**Task statement:** Scan the listing below for the string "Jednacza" and copy each line where it turns up.

**The data:**
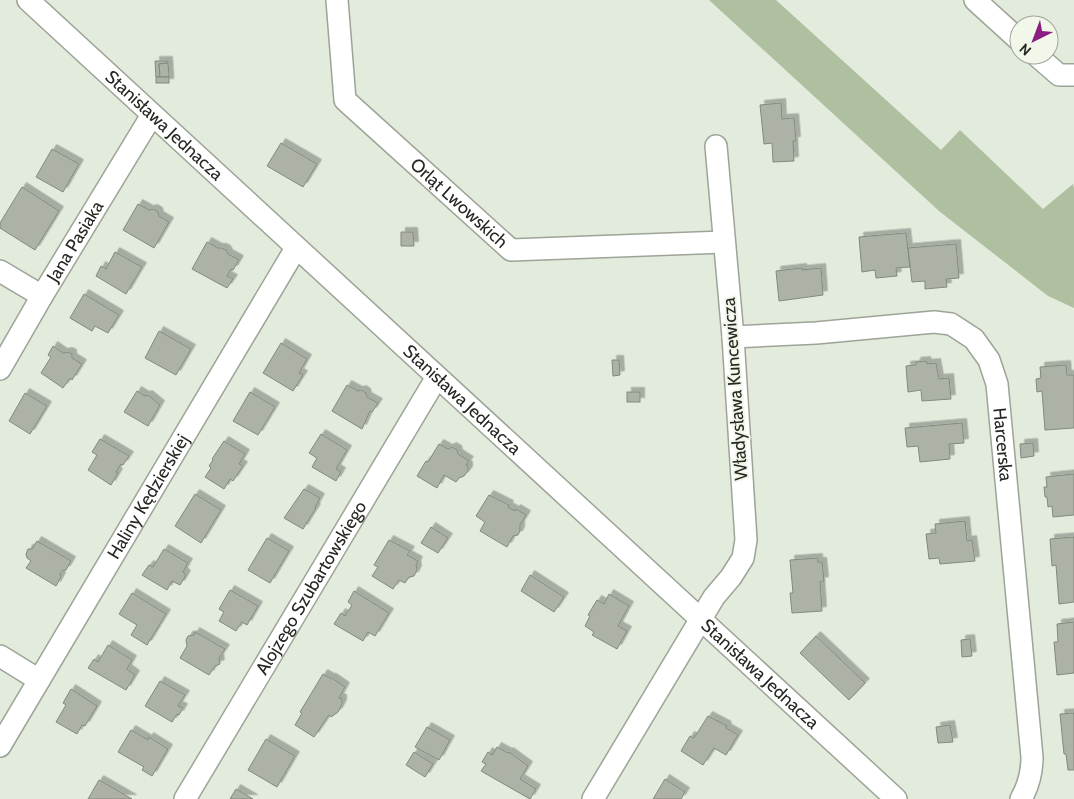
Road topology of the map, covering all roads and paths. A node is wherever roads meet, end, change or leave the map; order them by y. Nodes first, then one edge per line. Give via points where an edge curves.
1 (28, 0) edge
2 (337, 0) edge
3 (975, 0) edge
4 (1009, 31) edge
5 (1048, 65) edge
6 (1074, 76) edge
7 (152, 115) junction
8 (716, 146) dead end
9 (724, 242) junction
10 (296, 248) junction
11 (0, 271) edge
12 (42, 296) junction
13 (733, 337) junction
14 (0, 369) edge
15 (437, 377) junction
16 (701, 619) junction
17 (0, 656) edge
18 (39, 680) junction
19 (0, 746) edge
20 (185, 799) edge
21 (593, 799) edge
22 (896, 799) edge
23 (1021, 799) edge

1 - 7 street, Stanisława Jednacza
2 - 9 street, Orląt Lwowskich via 345,100 510,250
3 - 4 street
5 - 6 street via 1059,75
7 - 10 street, Stanisława Jednacza
7 - 12 street, Jana Pasiaka
8 - 9 street, Władysława Kuncewicza
9 - 13 street, Władysława Kuncewicza
10 - 15 street, Stanisława Jednacza
10 - 18 street, Haliny Kędzierskiej
11 - 12 street
12 - 14 street, Jana Pasiaka
13 - 16 street, Władysława Kuncewicza via 746,540 743,558
13 - 23 street, Harcerska via 934,322 951,324 959,329 974,340 989,360 997,384 1032,757 1029,783
15 - 16 street, Stanisława Jednacza
15 - 20 street, Alojzego Szubartowskiego
16 - 21 street, Władysława Kuncewicza
16 - 22 street, Stanisława Jednacza
17 - 18 street
18 - 19 street, Haliny Kędzierskiej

**Written answer:**
1 - 7 street, Stanisława Jednacza
7 - 10 street, Stanisława Jednacza
10 - 15 street, Stanisława Jednacza
15 - 16 street, Stanisława Jednacza
16 - 22 street, Stanisława Jednacza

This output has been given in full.